The crowd applauded — but Bennett is not universally loved.
"I really think he's done more harm than good for Manatee County," said County Commissioner Joe McClash, a fellow Republican. More than once Bennett has blindsided county officials by proposing bills that would limit their authority and benefit his developments, he said.
Bennett "gets involved in county elections all the time," McClash said, pointing to Bennett's use of soft-money groups with names like Citizens for Housing and Urban Growth to raise thousands to back — or attack — candidates. Michael Gallen, a Democrat who successfully challenged an incumbent commissioner, said he was attacked in four fliers and "Bennett provided the outlet for that."
Bennett said the money came mostly from developers he knew, and he also used it to back state legislative candidates. He said that was all "part of the game." Because he's running for Congress, he said he has shut down all his soft-money groups.

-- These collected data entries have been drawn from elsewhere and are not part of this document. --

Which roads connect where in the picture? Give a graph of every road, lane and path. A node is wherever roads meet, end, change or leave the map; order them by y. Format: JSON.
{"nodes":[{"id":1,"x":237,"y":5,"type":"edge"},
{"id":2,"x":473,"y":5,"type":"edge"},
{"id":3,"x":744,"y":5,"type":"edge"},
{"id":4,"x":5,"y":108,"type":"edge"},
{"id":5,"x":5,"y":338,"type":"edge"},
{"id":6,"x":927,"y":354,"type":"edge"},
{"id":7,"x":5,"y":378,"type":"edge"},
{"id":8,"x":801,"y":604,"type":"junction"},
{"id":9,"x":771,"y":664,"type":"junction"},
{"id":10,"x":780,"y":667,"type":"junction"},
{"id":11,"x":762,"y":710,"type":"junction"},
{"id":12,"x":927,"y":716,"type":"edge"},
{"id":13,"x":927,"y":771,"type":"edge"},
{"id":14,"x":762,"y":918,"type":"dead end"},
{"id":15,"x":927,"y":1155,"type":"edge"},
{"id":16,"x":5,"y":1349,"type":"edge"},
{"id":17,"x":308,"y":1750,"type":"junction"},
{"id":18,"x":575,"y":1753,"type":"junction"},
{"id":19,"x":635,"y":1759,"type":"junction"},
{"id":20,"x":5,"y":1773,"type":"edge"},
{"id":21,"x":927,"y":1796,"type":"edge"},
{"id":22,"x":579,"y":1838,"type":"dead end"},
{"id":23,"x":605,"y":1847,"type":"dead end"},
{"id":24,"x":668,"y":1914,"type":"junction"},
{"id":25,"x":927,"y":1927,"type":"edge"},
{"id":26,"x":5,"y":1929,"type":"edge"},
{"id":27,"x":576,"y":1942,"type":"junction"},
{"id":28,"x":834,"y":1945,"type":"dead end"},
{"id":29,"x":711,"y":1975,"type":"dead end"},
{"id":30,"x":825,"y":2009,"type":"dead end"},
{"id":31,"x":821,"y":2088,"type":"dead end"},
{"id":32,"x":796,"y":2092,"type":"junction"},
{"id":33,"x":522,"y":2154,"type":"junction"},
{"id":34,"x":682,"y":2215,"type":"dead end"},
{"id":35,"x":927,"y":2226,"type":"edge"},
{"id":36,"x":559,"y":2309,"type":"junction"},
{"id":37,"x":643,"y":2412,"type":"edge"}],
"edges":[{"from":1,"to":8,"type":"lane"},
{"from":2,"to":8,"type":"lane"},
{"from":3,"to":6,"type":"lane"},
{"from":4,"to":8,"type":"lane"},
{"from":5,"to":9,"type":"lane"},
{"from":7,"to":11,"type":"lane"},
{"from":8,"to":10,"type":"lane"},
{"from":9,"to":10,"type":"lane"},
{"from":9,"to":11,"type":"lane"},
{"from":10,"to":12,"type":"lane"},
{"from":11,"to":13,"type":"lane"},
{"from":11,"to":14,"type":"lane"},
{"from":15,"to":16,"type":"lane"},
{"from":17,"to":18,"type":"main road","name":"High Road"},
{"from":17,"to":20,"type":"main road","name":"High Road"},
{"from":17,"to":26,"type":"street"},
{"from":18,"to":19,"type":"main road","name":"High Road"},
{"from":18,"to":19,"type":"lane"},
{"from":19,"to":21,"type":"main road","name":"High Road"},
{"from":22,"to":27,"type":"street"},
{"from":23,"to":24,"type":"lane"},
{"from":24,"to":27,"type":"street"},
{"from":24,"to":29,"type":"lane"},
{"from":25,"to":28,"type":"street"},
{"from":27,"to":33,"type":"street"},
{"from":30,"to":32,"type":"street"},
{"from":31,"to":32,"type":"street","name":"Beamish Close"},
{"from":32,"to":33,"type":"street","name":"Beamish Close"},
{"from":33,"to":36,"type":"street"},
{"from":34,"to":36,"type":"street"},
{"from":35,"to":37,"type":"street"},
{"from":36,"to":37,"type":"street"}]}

Bennett's own finances are not in great shape. Worth nearly $16 million in 2007, he listed his net worth last year as $3 million. The drop shows how many of his assets are in real estate. It didn't help when he and a partner defaulted on a $1.6 million loan that was supposed to finance construction of an office park.
Now Bennett's hoping to sell one of his biggest losers, the Linger Lodge restaurant and RV park on the Braden River. Once worth $1.75 million, the value has dropped to $100,000. County officials have talked of buying it and restoring the land to its natural state.
Bennett said he's letting his partner handle the negotiations so no one can accuse him of manipulating the process. Still, if they were able to dump it, "I wouldn't cry."
Correction: Paula Dockery is a state senator from Lakeland. An earlier version of this story gave an incorrect last name.